A favorite theme in songs with lyrics from the French musical repertoire or in international hits, alcohol is mentioned less and less in music. According to a study, references to drunkenness, and more broadly to alcohol, are less present in British pop in recent years. One of the main reasons? Young people would no longer be interested in alcohol.
Alcohol has long inspired singers
“Ah, the little white wine!“If it is the first musical occurrence referring to alcohol that we think of, the famous musette waltz sung by Lina Margy is far from being the only one. Throughout the 20th century, artists sang of the pleasure caused by the molecule whether it is in wine, beer or other beverages with a stronger strength. In the repertoire of Jacques Brel for example, this is a recurring theme, and not only with regard to the famous sailors of the port from “Amsterdam”. In his song “A Jeun”, the Belgian legend recounts not only the consequences of drinking alcohol but also the way in which drinking accompanies a bruised daily life. In the same way, Graeme Allwright sang the ravages of alcoholism in the famous title “Holy bottle” just as the theme was also addressed by Serge Gainsbourg. And it is not a favorite subject only for French and European artists.

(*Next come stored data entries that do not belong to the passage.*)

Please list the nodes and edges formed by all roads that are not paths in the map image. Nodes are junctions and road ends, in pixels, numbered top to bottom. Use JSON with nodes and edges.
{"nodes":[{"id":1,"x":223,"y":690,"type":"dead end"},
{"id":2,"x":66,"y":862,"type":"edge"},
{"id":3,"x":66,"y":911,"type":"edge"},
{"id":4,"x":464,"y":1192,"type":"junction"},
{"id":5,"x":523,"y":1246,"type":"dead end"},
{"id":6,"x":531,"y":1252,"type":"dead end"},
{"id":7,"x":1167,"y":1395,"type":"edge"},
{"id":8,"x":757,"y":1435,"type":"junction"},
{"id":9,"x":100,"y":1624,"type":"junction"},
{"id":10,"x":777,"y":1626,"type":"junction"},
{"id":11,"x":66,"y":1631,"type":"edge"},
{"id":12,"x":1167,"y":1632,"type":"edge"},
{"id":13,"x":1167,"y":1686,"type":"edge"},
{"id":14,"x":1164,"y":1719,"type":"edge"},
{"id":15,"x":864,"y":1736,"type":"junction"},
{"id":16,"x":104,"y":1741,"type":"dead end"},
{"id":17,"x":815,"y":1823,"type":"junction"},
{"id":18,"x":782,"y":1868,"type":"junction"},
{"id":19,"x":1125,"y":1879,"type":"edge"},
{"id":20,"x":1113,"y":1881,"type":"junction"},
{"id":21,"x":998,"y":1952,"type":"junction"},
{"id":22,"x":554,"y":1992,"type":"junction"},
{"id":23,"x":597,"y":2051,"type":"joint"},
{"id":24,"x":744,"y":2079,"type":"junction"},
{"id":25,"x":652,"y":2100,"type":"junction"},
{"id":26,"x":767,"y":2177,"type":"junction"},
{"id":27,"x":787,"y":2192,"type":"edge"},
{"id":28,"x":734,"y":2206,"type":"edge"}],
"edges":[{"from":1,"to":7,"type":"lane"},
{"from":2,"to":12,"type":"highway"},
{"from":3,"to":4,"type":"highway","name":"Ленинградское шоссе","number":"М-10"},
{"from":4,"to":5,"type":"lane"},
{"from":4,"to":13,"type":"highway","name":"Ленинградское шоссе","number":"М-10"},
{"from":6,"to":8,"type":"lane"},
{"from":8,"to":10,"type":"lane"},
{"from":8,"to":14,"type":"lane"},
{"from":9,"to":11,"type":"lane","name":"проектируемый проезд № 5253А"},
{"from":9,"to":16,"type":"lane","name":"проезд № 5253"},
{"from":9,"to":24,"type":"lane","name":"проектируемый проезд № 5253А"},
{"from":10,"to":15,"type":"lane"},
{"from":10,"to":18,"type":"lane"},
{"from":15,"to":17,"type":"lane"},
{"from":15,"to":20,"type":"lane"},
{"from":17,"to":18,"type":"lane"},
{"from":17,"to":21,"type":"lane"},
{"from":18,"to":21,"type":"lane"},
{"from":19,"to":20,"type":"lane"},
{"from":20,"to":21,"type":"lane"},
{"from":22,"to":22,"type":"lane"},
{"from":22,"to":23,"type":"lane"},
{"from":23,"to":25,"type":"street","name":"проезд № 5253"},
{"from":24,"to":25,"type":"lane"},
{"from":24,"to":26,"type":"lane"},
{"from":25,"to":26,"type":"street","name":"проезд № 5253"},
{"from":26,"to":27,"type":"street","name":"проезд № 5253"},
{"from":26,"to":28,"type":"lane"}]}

Alcohol constitutes a major element in the lyrical inspiration of the various trends of rock’n’roll. Kurt Cobain and Nirvana did not simply sing it, they asserted the idea that drinking was an essential element of life, as in “Beans”, sometimes to the point of obsession with the song “alcohol”. For their part, Guns N’Roses paid homage to their favorite wine in “Nightrain” while Australian rockers AC/DC invited people to share a drink in “Have a drink on me”.
In the same way that cigarettes were considered a “cool” accessory at the end of the Second World War, alcohol has long displayed a similar image in many musical repertoires. Except that we would have reached a cultural turning point when we decipher the biggest hits of the British pop scene since 2012. This is all the work carried out in a study by the Dash Water brand and revealed by the professional portal Foodnavigator.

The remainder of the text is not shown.